The Manly Shawl Brooch

This is my newest penannular brooch from

It is a full 3" in diameter (quite large for a penannular brooch) and perfect for me and my ClapotiSaurus Rex!

Image icon Penannular 1.jpg223.42 KB
Image icon Penannular 2.jpg227.05 KB


JesterTwin's picture

That's a kilt pin, isn't it?

Bill's picture

It's beautiful, Thor...but that clapotis and your size could carry a six or eight inch brooch!

Thor's picture

I think they used to (perhaps still do) use Penannular brooches for kilts. All I have been able to learn about them is that they were the precursor to the modern button.

paulhenry's picture

Those brooches are lovely, I've looked at the site, lots of great pieces.
They aren't really kilt pins, in the way we understand a kilt pin today, perahps a very long time ago when the belted plaid was worn perhaps they could well have been used in a functional way.

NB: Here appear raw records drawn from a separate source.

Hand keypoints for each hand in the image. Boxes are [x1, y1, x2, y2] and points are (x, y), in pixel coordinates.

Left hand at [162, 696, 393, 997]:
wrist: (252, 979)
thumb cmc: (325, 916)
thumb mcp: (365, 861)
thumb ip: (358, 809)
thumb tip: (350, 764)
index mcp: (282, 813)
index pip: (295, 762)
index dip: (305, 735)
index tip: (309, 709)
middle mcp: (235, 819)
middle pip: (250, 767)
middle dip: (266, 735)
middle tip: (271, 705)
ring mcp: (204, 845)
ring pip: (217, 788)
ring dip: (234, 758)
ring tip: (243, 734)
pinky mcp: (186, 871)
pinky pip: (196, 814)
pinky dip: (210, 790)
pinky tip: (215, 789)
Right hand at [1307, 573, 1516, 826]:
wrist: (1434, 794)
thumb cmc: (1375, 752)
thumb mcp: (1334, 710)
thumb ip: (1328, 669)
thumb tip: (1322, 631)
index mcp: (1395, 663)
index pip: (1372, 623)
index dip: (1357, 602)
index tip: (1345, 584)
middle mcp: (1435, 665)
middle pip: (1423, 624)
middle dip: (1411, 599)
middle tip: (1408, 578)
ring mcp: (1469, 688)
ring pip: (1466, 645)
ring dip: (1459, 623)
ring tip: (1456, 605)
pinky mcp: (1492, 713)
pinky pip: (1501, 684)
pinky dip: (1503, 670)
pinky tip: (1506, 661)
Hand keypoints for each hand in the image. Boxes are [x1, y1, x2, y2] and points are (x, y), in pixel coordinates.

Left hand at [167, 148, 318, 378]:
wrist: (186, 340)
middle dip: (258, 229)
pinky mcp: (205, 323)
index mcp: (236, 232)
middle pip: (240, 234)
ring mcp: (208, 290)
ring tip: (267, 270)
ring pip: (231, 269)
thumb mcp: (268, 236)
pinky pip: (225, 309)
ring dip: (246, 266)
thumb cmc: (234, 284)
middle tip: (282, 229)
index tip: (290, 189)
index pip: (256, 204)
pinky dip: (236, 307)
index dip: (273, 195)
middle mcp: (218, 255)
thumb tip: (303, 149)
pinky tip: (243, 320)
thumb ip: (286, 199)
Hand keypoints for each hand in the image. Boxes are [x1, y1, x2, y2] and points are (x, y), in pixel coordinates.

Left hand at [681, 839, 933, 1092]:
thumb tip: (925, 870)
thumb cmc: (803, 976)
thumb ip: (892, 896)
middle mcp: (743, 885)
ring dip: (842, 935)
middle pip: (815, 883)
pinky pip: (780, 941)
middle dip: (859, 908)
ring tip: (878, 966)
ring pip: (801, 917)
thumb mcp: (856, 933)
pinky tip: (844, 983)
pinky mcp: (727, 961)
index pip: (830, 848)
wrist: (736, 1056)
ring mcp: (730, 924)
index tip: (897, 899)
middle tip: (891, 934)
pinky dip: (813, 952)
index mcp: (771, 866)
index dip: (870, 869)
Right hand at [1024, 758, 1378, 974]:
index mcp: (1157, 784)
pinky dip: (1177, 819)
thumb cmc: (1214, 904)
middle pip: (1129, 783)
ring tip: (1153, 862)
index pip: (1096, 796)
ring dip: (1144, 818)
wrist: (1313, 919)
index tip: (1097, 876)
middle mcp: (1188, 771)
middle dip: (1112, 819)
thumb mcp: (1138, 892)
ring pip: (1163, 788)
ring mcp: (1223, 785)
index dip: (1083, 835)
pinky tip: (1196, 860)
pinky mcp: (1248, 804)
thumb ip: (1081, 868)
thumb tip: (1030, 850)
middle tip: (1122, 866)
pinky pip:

Kilt pins today are essentially decorative, granted they add a little bit of weight to the apron, but they would be rather to chunky to pin through the finer woollen fabrics that are used for most kilts today

teejtc's picture

Absolutely gorgeous!

Grace and peace,

TheKnittingMill's picture

That is so beautiful!!

If some sissy tried to kick my ass I would say, "Hey, Mary, go knit me a sweater before I slap you in the face!”
--Eric Cartman, South Park

michaelpthompson's picture

A penannular brooch is different from a kilt pin. Today's modern kilt pins are smaller and placed on the apron of the kilt to give some weight and prevent too much "blowing in the wind." The penannular brooch is used on the shoulder with either the belted plaid or the ancient style kilt. One of the most famous is the Brooch of Tara from Ireland.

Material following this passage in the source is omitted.